Assyrian International News Agency
Sept 30 2007

Iraqi Christians Forced to Flee Homes or Risk Death

BAGHDAD, IRAQ — Nabil Comanny and his family endured the dead bodies
left to decompose along the road in their southern Dora neighborhood.

They accepted the criminal gangs that roamed the area, searching for
targets to kidnap.

And neither the utility failures nor the mountains of trash in the
street could drive them away.

As Christians, the Comannys had learned to keep a low profile. They
even stayed in their house after many Muslim neighbors fled the daily
chaos when sectarian bloodshed between Shiite and Sunni militants
broke out in 2006, making this one of Baghdad’s most embattled
districts.

But the hand-scrawled note at their door was the final straw. The
message commanded the family to select one of these options:

1. Convert to Islam.

2. Pay a fee of nearly $300 monthly for "protection."

3. Leave the area.

Failure to comply with one of the three would result in death.

"We don’t have weapons, and the government doesn’t protect us. What
else can we do?" said Comanny, a 37-year-old journalist whose family
abandoned its modest home of 11 years.

Extreme Islamic militants increasingly are targeting Christians in
Iraq, especially here in the capital. As a result, Iraq’s Christian
community — long the minority in a largely Muslim country —
continues to dwindle.

Islamic law imposed

Comanny said the first sign of trouble for his family arrived last
spring when Muslim militants imposed Islamic law over the area. The
proclamation came via an 18-point document posted along shops and
blast walls. The decree listed stringent rules for all residents.
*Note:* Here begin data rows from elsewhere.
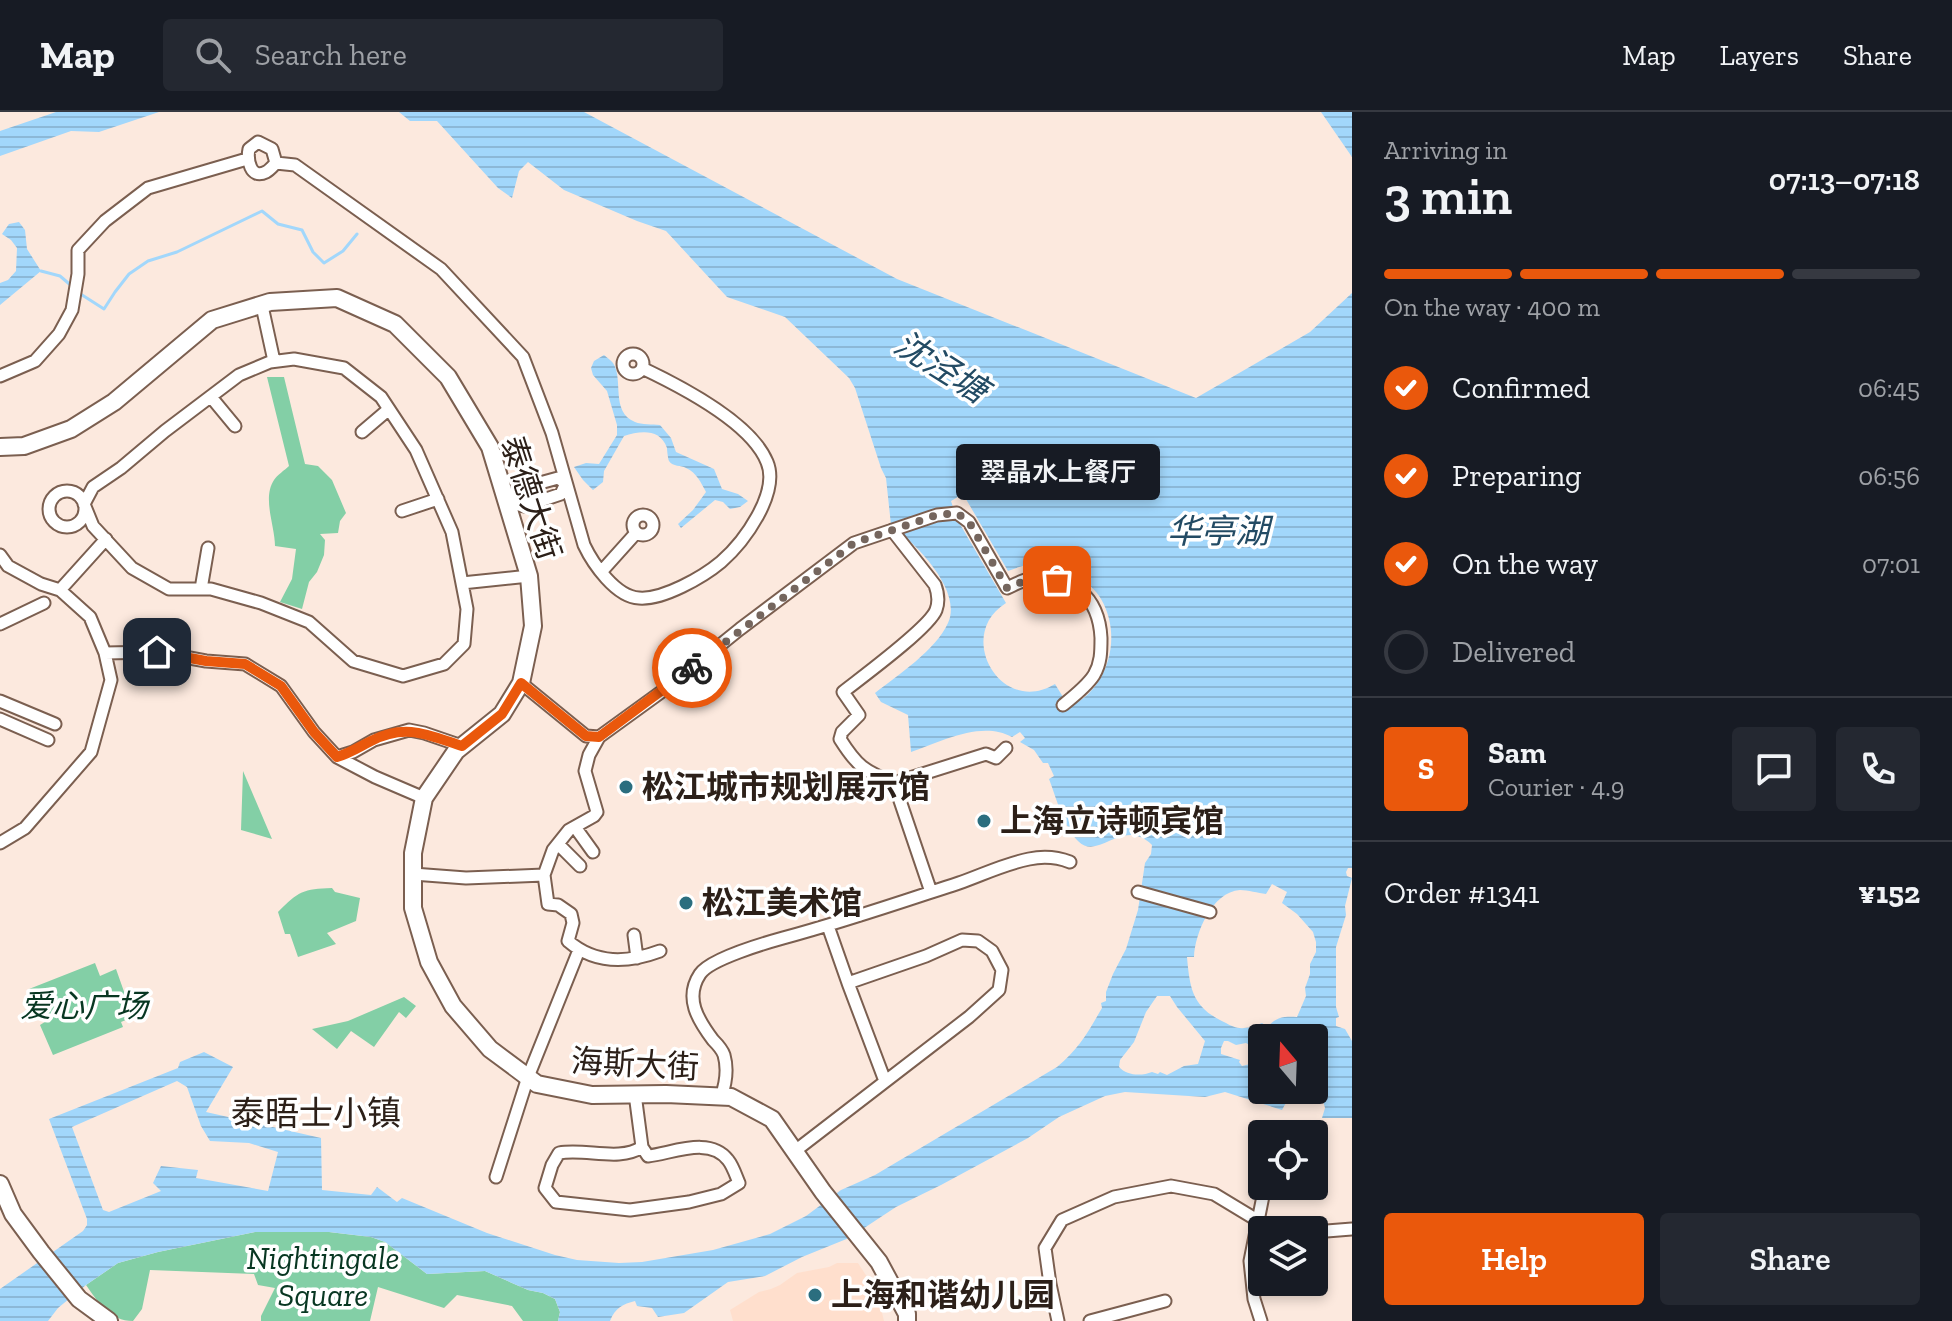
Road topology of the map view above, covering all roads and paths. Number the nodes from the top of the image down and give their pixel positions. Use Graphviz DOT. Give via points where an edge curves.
graph roads {
  1 [pos="247,159"];
  2 [pos="276,163"];
  3 [pos="262,306"];
  4 [pos="274,361"];
  5 [pos="642,368"];
  6 [pos="0,376"];
  7 [pos="211,397"];
  8 [pos="389,409"];
  9 [pos="235,426"];
  10 [pos="362,432"];
  11 [pos="0,447"];
  12 [pos="566,483"];
  13 [pos="438,499"];
  14 [pos="507,503"];
  15 [pos="402,511"];
  16 [pos="892,530"];
  17 [pos="636,533"];
  18 [pos="106,539"];
  19 [pos="208,548"];
  20 [pos="0,555"];
  21 [pos="601,572"];
  22 [pos="529,576"];
  23 [pos="462,583"];
  24 [pos="201,589"];
  25 [pos="60,590"];
  26 [pos="44,603"];
  27 [pos="0,624"];
  28 [pos="105,653"];
  29 [pos="521,683"];
  30 [pos="0,701"];
  31 [pos="1063,705"];
  32 [pos="0,719"];
  33 [pos="55,724"];
  34 [pos="599,737"];
  35 [pos="48,740"];
  36 [pos="462,746"];
  37 [pos="1006,748"];
  38 [pos="337,757"];
  39 [pos="894,783"];
  40 [pos="424,798"];
  41 [pos="575,827"];
  42 [pos="0,843"];
  43 [pos="558,844"];
  44 [pos="593,852"];
  45 [pos="1070,862"];
  46 [pos="580,866"];
  47 [pos="413,874"];
  48 [pos="544,875"];
  49 [pos="931,892"];
  50 [pos="1138,892"];
  51 [pos="1210,912"];
  52 [pos="828,926"];
  53 [pos="634,935"];
  54 [pos="579,950"];
  55 [pos="660,951"];
  56 [pos="637,958"];
  57 [pos="848,983"];
  58 [pos="528,1077"];
  59 [pos="885,1081"];
  60 [pos="635,1094"];
  61 [pos="721,1097"];
  62 [pos="642,1147"];
  63 [pos="795,1151"];
  64 [pos="496,1177"];
  65 [pos="0,1184"];
  66 [pos="1250,1216"];
  67 [pos="1352,1229"];
  68 [pos="1328,1231"];
  69 [pos="1254,1296"];
  70 [pos="1165,1301"];
  71 [pos="109,1321"];
  72 [pos="907,1321"];
  73 [pos="1058,1321"];
  74 [pos="1090,1321"];
  75 [pos="1261,1321"];
  1 -- 2 [label="street" via="258,173"];
  1 -- 2 [label="street" via="258,142 272,149"];
  1 -- 6 [label="street" via="148,188 105,221 78,250 72,310 59,334 35,361"];
  2 -- 12 [label="street" via="295,165 441,269 523,357"];
  3 -- 4 [label="street"];
  3 -- 11 [label="street, 泰德大街" via="212,320 114,402 71,429 24,446"];
  3 -- 14 [label="street, 泰德大街" via="337,298 395,324 448,377 490,447"];
  4 -- 7 [label="street" via="239,375"];
  4 -- 8 [label="street" via="344,368"];
  5 -- 21 [label="street" via="683,388 742,429 768,463 769,492 740,542 687,584 637,599"];
  7 -- 9 [label="street"];
  7 -- 18 [label="street" via="93,487 84,504 93,526"];
  8 -- 10 [label="street"];
  8 -- 13 [label="street" via="416,450"];
  12 -- 14 [label="street" via="561,494 525,506"];
  12 -- 14 [label="street" via="558,478 518,489"];
  12 -- 21 [label="street" via="584,545"];
  13 -- 15 [label="street"];
  13 -- 23 [label="street" via="452,532"];
  14 -- 22 [label="street, 泰德大街"];
  16 -- 31 [label="street" via="957,513 969,522 1007,588 1029,579 1057,580 1091,600 1101,658 1093,676"];
  16 -- 34 [label="street" via="854,543"];
  16 -- 39 [label="street" via="935,585 936,611 843,692 859,715 840,739 862,768"];
  17 -- 21 [label="street"];
  18 -- 24 [label="street" via="132,568 169,589"];
  18 -- 25 [label="street"];
  19 -- 24 [label="street"];
  20 -- 25 [label="street" via="8,566"];
  22 -- 23 [label="street"];
  22 -- 29 [label="street, 泰德大街" via="533,626"];
  23 -- 24 [label="street" via="467,609 464,644 444,664 403,676 353,661 309,622 261,603"];
  25 -- 28 [label="street" via="90,617"];
  26 -- 27 [label="street"];
  28 -- 38 [label="street" via="157,652 245,664 281,686"];
  28 -- 42 [label="street" via="111,680 91,752 25,828"];
  29 -- 34 [label="street" via="586,736"];
  29 -- 36 [label="street, 海斯大街" via="502,714"];
  30 -- 33 [label="street"];
  32 -- 35 [label="street"];
  34 -- 41 [label="street" via="585,771 597,812"];
  36 -- 38 [label="street" via="409,730"];
  36 -- 40 [label="street, 海斯大街"];
  37 -- 39 [label="street" via="996,758 986,754"];
  38 -- 40 [label="street"];
  39 -- 49 [label="street"];
  40 -- 47 [label="street, 海斯大街"];
  41 -- 43 [label="street"];
  41 -- 44 [label="street"];
  43 -- 46 [label="street"];
  43 -- 48 [label="street"];
  45 -- 49 [label="street" via="1033,858"];
  47 -- 48 [label="street"];
  47 -- 58 [label="street, 海斯大街" via="413,908 429,962 453,1006 490,1049"];
  48 -- 54 [label="street" via="548,904 575,913 568,941"];
  49 -- 52 [label="street"];
  50 -- 51 [label="street"];
  52 -- 57 [label="street"];
  52 -- 61 [label="street" via="764,943 702,971 692,1004 699,1023 723,1052"];
  53 -- 56 [label="street"];
  54 -- 56 [label="street" via="613,961"];
  54 -- 58 [label="street"];
  55 -- 56 [label="street"];
  57 -- 59 [label="street"];
  57 -- 59 [label="street" via="962,940 978,941 992,951 1002,970 999,990"];
  58 -- 60 [label="street, 海斯大街" via="537,1084 592,1095"];
  58 -- 64 [label="street"];
  59 -- 63 [label="street"];
  60 -- 61 [label="street, 海斯大街"];
  60 -- 62 [label="street"];
  61 -- 63 [label="street, 海斯大街" via="772,1119"];
  62 -- 62 [label="street" via="648,1156 710,1148 728,1158 739,1183 689,1202 630,1210 556,1202 545,1188 559,1153 628,1154"];
  63 -- 72 [label="street, 海斯大街" via="885,1274"];
  65 -- 71 [label="street" via="13,1214 41,1252 79,1299"];
  66 -- 73 [label="street" via="1214,1194 1171,1186 1114,1197 1062,1220 1045,1248"];
  67 -- 68 [label="street"];
  69 -- 75 [label="street"];
  70 -- 74 [label="street"];
}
Among other things, women were required to wear burqas, which are
draped over the head, covering the face and entire body.

"It’s not our tradition," Comanny said. "How can Christian women be
expected to do this?"

In the end, most Christian families decided to pay a bribe, Comanny
said, "because it gave them time to prepare to leave. But most can’t
afford to keep paying."

Comanny, who shared a small house in Dora with his mother, three
brothers and four sisters, finally decided to move his family on the
advice of someone he described as a "sympathetic" insurgent — a
lifelong acquaintance.

Because militants in Dora frequently attack families returning home
to fetch their belongings, Comanny paid his insurgent contact 1
million Iraqi dinars, or about $800, for safe passage from the
neighborhood.

Cautious among Shiites

Today, the Comannys live in the New Baghdad section of the capital,
where hundreds of Christian families relocated. The families move
cautiously among a majority Shiite population who rely on the Mahdi
army to protect the area.

Christians in Dora once mixed easily with Muslims, sharing cookies at
Christmastime and joining Muslims at Iftar dinners — the sunset
feast breaking the daily fast during Ramadan.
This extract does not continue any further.